My Current Family Goals:
I’m studying the personality types of my children, and this is something that has helped me tremendously. I used to have trouble with understanding my oldest, who is the complete opposite of me. I just didn’t get why he wanted to talk the heads off of strangers and why he was always so bored if we stayed home day after day. I’ve learned to appreciate this about him, because he helps me to talk to people I would have never been brave enough on my own to approach.
My second son’s personality is very similar to mine. I’m trying to notice the ways that we are similar and think about how things would make me feel so I can better understand the way he feels at times. For example, one day he acted out at school, and as I was talking to him about it, he told me that he did so because a friend had colored on his paper. I realized that this would have upset me too if it were me. I would have wanted a new page and to start over. So I gave him grace and understanding, but then I also gave him ways that he could have better handled the situation, such as telling his teacher the reason for his frustration, and then she could have helped him to have better self-control in the moment of frustration.
It’s not always easy for me though. Sometimes I can’t easily understand why he’s getting upset, or why he acts out so harshly to somethings so minor and small. I don’t have all the answers, and I think that sometimes parenting gives us challenges that we don’t understand. It’s why I pray about these challenges often and ask God to give me wisdom for how to handle it. I pray about it with him too. I look for the positive things that I can praise so that life isn’t always a lesson to be learned. I don’t want him to see himself in a negative aspect, because this is the way God made him, and He made him this way for a reason. I thank God often for this child, for his personality, and that He gave him to me to be his mama!
I’m also really glad that I’m able to stay at home with my kids and homeschool them. While this provides an extra challenge for my oldest, who wants to be around people, it’s going to be much needed for my second son when it’s time for him to start school. I feel like he faces more challenges than most kids his age do, and I’m researching and learning ways that I can help him. I can homeschool him and teach him in ways that are great for his personality type and his learning style – it’s not me trying to fit a square peg into a round hole.

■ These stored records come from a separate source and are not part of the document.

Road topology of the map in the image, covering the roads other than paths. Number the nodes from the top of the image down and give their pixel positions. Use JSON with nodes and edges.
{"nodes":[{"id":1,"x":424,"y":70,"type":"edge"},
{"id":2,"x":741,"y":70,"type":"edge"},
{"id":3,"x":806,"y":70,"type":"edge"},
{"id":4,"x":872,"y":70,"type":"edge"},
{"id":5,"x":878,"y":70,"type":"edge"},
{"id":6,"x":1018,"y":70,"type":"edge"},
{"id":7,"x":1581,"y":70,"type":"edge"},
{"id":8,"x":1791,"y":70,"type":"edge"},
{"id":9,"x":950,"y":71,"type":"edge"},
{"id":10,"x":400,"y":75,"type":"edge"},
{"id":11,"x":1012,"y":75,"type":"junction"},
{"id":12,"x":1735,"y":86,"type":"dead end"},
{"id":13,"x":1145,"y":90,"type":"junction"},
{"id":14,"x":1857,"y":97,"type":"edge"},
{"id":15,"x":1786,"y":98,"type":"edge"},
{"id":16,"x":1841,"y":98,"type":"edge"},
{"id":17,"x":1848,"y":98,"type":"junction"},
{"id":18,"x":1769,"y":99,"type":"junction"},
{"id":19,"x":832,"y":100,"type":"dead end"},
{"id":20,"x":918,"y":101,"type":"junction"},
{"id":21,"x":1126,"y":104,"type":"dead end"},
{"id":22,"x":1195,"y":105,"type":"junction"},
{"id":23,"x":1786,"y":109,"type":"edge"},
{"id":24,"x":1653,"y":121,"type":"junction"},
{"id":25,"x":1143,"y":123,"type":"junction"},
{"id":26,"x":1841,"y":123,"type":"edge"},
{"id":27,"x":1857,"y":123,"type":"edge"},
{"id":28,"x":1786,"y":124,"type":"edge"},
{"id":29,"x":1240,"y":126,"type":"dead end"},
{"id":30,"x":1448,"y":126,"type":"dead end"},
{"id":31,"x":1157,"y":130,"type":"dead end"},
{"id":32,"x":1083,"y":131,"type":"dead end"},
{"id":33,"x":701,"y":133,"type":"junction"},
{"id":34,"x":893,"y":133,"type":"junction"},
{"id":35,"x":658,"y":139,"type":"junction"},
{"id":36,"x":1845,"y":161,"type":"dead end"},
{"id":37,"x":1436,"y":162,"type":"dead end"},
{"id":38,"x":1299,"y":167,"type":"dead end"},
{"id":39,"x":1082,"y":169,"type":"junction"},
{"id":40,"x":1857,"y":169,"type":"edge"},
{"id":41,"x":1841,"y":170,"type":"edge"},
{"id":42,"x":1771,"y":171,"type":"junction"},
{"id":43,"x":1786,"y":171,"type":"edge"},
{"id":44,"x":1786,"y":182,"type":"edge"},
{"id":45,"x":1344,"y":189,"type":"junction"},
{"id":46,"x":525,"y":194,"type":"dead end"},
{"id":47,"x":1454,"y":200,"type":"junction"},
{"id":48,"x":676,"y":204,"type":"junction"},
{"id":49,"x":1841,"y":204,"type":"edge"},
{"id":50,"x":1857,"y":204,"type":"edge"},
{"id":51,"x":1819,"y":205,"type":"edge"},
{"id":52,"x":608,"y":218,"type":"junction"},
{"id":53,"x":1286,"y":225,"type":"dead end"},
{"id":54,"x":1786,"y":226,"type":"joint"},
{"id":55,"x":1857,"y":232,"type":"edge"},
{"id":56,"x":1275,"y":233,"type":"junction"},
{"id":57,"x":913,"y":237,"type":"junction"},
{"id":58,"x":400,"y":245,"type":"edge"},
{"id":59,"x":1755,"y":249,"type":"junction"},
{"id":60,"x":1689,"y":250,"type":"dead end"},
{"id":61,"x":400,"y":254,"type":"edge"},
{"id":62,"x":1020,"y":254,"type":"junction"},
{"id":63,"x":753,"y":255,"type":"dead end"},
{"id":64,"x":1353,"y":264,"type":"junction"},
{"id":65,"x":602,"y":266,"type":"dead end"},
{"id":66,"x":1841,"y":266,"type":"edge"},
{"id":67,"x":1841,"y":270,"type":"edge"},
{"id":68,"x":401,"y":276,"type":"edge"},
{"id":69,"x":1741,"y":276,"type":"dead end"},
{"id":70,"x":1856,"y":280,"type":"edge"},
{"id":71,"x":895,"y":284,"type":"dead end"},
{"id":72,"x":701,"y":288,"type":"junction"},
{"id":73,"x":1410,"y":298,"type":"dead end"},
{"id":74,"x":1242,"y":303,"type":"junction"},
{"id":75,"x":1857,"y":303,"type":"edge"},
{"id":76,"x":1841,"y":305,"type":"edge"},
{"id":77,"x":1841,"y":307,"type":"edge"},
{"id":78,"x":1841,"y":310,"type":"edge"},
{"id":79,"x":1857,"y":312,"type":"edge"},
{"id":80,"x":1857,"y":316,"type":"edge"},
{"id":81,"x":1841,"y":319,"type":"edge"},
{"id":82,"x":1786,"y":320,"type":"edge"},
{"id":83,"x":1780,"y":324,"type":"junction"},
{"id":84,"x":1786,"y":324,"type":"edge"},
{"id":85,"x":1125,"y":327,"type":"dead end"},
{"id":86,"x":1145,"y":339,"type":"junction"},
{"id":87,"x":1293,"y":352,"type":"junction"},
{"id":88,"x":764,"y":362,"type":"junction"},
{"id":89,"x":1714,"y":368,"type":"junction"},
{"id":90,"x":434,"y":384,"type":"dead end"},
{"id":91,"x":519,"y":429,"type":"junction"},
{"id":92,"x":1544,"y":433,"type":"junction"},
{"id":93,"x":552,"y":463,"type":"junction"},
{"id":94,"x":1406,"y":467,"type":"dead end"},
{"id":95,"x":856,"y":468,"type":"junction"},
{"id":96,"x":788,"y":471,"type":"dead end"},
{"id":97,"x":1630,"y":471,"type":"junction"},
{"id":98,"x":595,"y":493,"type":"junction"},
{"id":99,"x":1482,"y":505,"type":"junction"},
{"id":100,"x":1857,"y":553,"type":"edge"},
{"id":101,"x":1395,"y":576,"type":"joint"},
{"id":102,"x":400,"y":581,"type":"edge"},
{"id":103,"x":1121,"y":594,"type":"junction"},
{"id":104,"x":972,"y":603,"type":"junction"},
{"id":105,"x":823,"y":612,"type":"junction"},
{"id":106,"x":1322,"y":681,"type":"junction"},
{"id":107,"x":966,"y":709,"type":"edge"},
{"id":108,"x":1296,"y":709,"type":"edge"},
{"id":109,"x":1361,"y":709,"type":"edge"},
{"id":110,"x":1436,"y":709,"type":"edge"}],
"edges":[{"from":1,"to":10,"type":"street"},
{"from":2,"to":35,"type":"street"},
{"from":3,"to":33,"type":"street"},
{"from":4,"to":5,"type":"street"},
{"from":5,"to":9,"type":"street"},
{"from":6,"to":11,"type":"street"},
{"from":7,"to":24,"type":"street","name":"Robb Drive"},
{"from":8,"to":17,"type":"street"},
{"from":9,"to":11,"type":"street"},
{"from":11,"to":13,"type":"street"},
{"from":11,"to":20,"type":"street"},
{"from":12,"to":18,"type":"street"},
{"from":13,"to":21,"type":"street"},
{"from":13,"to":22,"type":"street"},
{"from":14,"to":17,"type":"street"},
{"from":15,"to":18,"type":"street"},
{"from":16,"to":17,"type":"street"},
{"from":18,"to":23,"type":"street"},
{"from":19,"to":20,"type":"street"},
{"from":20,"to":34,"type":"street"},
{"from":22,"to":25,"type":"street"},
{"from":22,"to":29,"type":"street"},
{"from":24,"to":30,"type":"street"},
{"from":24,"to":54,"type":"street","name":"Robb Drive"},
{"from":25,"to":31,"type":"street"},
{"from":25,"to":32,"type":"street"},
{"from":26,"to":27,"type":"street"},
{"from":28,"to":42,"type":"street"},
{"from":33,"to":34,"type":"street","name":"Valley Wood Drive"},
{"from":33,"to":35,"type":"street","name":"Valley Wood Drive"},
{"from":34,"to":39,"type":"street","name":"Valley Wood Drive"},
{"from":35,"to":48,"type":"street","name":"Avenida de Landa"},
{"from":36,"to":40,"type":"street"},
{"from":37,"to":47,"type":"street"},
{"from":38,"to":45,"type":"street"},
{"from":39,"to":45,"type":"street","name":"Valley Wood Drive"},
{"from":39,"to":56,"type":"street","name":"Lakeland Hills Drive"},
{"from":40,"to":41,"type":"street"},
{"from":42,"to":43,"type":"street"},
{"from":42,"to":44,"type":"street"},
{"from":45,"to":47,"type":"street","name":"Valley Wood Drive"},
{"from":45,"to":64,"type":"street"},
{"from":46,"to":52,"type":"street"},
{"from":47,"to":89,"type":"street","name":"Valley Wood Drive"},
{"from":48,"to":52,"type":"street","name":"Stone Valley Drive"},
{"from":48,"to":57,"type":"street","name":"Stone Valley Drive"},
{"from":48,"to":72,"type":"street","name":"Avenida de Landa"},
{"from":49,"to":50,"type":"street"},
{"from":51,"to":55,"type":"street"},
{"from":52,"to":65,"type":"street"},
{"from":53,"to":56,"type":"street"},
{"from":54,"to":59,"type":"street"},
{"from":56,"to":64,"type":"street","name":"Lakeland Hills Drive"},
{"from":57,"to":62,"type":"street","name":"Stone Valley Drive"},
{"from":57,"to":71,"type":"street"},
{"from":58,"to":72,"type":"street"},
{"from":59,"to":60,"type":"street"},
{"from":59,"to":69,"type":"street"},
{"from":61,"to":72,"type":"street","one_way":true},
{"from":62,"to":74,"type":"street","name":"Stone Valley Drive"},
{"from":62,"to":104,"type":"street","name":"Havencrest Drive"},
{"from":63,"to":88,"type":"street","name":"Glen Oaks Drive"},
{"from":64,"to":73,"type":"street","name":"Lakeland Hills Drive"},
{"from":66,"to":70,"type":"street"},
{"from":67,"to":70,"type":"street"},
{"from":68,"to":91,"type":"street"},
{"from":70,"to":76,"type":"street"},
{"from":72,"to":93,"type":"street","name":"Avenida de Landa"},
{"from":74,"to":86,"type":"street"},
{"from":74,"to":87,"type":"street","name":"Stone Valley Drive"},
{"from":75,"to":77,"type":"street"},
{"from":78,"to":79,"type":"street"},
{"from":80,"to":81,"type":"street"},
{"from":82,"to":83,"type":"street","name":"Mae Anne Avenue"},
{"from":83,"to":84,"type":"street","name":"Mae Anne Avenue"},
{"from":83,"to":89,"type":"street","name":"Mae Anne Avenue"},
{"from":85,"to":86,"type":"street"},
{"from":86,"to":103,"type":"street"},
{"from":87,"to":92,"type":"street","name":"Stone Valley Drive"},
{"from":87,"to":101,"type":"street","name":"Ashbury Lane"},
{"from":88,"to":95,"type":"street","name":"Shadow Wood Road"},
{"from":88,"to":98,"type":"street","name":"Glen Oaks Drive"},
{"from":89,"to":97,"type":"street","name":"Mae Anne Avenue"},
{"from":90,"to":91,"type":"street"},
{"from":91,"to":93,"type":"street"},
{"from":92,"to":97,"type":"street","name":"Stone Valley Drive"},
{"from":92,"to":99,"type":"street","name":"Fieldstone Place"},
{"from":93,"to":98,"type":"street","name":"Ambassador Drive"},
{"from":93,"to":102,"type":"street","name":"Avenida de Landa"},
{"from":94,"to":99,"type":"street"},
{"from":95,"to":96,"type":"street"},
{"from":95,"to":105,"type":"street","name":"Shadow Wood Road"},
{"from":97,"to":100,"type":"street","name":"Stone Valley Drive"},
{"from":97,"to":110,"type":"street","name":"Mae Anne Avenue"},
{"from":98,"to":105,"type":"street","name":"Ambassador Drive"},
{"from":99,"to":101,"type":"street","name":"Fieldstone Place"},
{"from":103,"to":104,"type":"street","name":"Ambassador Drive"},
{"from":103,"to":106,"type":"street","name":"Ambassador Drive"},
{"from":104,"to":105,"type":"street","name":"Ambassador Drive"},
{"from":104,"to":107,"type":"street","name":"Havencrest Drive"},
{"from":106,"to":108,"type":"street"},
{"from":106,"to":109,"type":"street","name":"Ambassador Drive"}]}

In our homeschool and in life in general, I really try to focus on things that really matter – shaping them into awesome adults one day. We study Apologetics, to give them a Biblical worldview and show them why we believe what we believe. We learn catechisms about who God is and our our purpose in life. Another thing we do is with our boys is “Knight Training” which teaches them the lost art of Chivalry. This shows them how to be men – how to live a life of honor and integrity.